= Action item =
Select from the records below every line that has the word "links" in it.

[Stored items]

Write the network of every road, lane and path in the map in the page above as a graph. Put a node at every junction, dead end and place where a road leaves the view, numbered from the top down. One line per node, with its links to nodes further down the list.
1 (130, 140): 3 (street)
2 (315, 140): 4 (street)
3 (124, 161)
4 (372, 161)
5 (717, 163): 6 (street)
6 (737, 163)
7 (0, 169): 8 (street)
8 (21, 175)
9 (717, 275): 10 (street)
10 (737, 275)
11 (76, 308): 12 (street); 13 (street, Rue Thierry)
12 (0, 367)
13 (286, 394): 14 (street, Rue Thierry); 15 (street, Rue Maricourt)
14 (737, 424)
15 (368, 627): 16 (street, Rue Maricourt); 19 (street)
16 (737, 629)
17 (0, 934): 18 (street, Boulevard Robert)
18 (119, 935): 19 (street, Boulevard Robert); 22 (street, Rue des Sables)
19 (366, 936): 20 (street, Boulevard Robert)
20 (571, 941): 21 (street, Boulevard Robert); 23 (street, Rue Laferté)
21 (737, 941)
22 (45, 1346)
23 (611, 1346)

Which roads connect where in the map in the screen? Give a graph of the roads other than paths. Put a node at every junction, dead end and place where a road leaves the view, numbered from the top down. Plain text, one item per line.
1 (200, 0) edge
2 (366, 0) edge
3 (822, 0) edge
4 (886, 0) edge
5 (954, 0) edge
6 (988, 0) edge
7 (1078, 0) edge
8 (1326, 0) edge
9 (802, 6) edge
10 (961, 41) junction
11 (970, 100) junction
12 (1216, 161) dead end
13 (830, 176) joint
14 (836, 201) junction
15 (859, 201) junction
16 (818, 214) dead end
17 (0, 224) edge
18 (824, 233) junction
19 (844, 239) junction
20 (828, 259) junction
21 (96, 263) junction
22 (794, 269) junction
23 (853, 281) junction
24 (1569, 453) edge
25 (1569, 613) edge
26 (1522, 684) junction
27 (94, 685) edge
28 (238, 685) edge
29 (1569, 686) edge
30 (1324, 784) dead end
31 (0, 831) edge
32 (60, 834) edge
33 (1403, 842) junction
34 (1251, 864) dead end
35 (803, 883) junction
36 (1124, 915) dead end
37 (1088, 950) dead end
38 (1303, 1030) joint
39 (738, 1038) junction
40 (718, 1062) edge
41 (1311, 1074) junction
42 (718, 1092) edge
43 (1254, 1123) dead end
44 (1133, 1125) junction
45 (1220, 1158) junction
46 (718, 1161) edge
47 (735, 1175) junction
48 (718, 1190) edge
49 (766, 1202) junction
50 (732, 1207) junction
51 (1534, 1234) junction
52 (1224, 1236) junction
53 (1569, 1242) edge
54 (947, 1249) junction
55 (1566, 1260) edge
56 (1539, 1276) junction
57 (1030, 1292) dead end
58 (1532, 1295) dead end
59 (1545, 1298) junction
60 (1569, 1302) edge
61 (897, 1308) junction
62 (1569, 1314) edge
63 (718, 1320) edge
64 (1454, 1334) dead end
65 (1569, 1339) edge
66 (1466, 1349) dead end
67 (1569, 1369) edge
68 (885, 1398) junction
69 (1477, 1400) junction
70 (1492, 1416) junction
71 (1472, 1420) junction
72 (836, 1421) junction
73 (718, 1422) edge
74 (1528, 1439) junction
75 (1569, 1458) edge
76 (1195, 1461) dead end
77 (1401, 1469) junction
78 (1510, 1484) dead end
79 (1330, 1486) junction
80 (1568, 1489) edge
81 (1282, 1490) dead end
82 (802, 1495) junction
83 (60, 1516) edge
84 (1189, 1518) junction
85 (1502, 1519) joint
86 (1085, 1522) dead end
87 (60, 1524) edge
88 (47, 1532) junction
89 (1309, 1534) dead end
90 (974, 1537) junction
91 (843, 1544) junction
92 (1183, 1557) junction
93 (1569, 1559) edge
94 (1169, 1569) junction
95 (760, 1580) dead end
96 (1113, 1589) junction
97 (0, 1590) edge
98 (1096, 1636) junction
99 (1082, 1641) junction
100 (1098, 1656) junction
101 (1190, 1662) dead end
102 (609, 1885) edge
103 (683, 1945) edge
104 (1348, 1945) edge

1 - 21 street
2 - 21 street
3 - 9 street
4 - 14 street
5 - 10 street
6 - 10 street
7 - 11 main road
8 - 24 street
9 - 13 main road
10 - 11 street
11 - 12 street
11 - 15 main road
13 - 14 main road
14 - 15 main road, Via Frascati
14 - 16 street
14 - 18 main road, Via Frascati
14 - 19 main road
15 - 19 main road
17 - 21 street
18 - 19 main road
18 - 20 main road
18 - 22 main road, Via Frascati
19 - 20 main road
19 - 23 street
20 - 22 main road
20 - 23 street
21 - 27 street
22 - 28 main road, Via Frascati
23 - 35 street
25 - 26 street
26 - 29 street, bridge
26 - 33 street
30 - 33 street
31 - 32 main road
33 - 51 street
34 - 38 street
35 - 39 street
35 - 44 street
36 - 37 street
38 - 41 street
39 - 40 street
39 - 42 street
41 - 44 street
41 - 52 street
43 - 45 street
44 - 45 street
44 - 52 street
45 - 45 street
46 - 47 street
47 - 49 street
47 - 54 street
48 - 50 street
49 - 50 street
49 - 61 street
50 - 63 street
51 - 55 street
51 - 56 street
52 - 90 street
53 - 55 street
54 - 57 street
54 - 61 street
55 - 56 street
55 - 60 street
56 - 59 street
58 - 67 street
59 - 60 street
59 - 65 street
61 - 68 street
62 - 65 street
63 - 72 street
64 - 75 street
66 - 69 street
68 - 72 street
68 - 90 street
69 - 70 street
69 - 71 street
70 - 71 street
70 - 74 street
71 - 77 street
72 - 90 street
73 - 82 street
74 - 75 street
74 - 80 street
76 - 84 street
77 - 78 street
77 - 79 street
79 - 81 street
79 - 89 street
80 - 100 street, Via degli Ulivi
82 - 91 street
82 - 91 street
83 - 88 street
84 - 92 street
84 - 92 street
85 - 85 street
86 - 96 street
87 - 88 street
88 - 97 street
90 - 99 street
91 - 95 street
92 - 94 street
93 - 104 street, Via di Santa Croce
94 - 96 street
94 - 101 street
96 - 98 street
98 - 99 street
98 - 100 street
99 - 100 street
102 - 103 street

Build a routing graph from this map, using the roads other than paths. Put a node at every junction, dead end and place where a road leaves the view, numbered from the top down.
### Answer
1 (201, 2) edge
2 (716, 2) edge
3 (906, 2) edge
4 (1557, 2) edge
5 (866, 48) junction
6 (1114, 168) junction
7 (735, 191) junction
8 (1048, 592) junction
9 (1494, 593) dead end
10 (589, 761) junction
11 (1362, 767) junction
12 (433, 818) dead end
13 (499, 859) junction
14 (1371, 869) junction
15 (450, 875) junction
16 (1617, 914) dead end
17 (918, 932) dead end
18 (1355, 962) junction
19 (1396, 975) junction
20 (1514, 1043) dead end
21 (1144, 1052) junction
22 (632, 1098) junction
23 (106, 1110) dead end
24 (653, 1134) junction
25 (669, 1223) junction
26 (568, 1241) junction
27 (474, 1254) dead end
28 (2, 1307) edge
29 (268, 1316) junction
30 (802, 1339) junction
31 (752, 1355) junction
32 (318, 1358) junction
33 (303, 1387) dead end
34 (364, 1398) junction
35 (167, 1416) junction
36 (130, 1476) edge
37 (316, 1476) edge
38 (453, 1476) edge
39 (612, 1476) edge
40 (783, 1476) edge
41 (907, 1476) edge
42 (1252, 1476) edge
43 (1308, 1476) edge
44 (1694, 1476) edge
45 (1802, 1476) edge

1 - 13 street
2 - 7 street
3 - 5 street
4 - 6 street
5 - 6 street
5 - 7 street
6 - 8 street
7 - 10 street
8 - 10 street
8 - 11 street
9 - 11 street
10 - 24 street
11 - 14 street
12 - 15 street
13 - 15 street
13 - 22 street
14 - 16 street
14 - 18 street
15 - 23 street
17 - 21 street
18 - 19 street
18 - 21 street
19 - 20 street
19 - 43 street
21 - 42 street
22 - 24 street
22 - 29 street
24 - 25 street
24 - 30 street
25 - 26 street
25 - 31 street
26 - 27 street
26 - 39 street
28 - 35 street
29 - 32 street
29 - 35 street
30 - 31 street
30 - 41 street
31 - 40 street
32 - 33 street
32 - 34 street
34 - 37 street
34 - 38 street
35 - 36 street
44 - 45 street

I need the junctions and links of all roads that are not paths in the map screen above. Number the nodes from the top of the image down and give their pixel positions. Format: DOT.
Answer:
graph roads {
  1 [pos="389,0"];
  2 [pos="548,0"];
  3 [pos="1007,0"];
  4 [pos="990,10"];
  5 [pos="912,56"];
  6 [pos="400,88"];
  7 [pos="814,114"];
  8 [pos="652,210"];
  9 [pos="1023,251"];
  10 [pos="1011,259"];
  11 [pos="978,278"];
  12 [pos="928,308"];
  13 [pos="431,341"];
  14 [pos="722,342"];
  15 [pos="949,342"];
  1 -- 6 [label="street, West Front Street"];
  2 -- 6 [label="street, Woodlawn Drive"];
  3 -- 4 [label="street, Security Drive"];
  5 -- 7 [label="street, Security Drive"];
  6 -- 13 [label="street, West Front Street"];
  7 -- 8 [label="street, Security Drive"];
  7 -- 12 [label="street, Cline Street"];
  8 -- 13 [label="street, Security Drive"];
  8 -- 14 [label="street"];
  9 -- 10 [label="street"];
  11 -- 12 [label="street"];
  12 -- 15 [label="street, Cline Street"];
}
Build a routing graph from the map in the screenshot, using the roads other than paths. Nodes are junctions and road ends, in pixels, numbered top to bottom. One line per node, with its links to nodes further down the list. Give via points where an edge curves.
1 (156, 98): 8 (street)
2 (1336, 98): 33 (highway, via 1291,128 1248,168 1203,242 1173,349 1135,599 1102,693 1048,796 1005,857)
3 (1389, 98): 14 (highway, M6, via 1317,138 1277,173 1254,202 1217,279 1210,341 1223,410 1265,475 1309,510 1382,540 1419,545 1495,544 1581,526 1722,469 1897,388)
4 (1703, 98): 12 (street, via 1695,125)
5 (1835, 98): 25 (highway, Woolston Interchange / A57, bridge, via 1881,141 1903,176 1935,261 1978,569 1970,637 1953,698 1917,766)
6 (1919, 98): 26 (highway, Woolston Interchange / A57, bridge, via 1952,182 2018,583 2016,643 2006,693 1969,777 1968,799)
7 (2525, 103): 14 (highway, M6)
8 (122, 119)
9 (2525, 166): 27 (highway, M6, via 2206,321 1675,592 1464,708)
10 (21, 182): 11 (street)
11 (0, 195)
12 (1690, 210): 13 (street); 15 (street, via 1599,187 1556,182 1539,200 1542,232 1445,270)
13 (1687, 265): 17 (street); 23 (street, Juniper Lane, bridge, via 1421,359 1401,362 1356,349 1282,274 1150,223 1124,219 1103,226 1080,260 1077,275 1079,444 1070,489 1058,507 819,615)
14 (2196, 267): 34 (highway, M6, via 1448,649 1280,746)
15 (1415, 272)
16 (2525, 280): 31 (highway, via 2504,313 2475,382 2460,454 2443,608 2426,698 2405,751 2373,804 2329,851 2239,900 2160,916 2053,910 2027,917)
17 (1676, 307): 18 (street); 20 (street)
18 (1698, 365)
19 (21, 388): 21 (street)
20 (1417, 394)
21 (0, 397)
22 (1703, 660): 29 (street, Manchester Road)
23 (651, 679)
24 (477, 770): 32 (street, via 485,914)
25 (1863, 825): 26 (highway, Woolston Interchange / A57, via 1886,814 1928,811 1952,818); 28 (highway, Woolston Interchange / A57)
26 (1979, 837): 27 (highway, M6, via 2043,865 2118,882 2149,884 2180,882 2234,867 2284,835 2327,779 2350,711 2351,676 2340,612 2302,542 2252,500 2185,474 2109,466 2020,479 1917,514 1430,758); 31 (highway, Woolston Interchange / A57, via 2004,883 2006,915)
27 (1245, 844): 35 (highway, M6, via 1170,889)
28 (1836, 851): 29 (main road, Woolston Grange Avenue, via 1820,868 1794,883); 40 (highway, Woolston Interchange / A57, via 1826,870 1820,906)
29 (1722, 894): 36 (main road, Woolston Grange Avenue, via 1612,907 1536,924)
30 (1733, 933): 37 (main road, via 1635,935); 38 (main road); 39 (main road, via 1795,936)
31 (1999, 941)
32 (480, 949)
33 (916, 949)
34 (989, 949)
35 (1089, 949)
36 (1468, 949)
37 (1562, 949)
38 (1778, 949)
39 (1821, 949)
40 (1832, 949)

= Written reply =
Write the network of every road, lane and path in the map in the page above as a graph. Put a node at every junction, dead end and place where a road leaves the view, numbered from the top down. One line per node, with its links to nodes further down the list.
I need the junctions and links of all roads that are not paths in the map screen above. Number the nodes from the top of the image down and give their pixel positions. Format: DOT.
Build a routing graph from the map in the screenshot, using the roads other than paths. Nodes are junctions and road ends, in pixels, numbered top to bottom. One line per node, with its links to nodes further down the list. Give via points where an edge curves.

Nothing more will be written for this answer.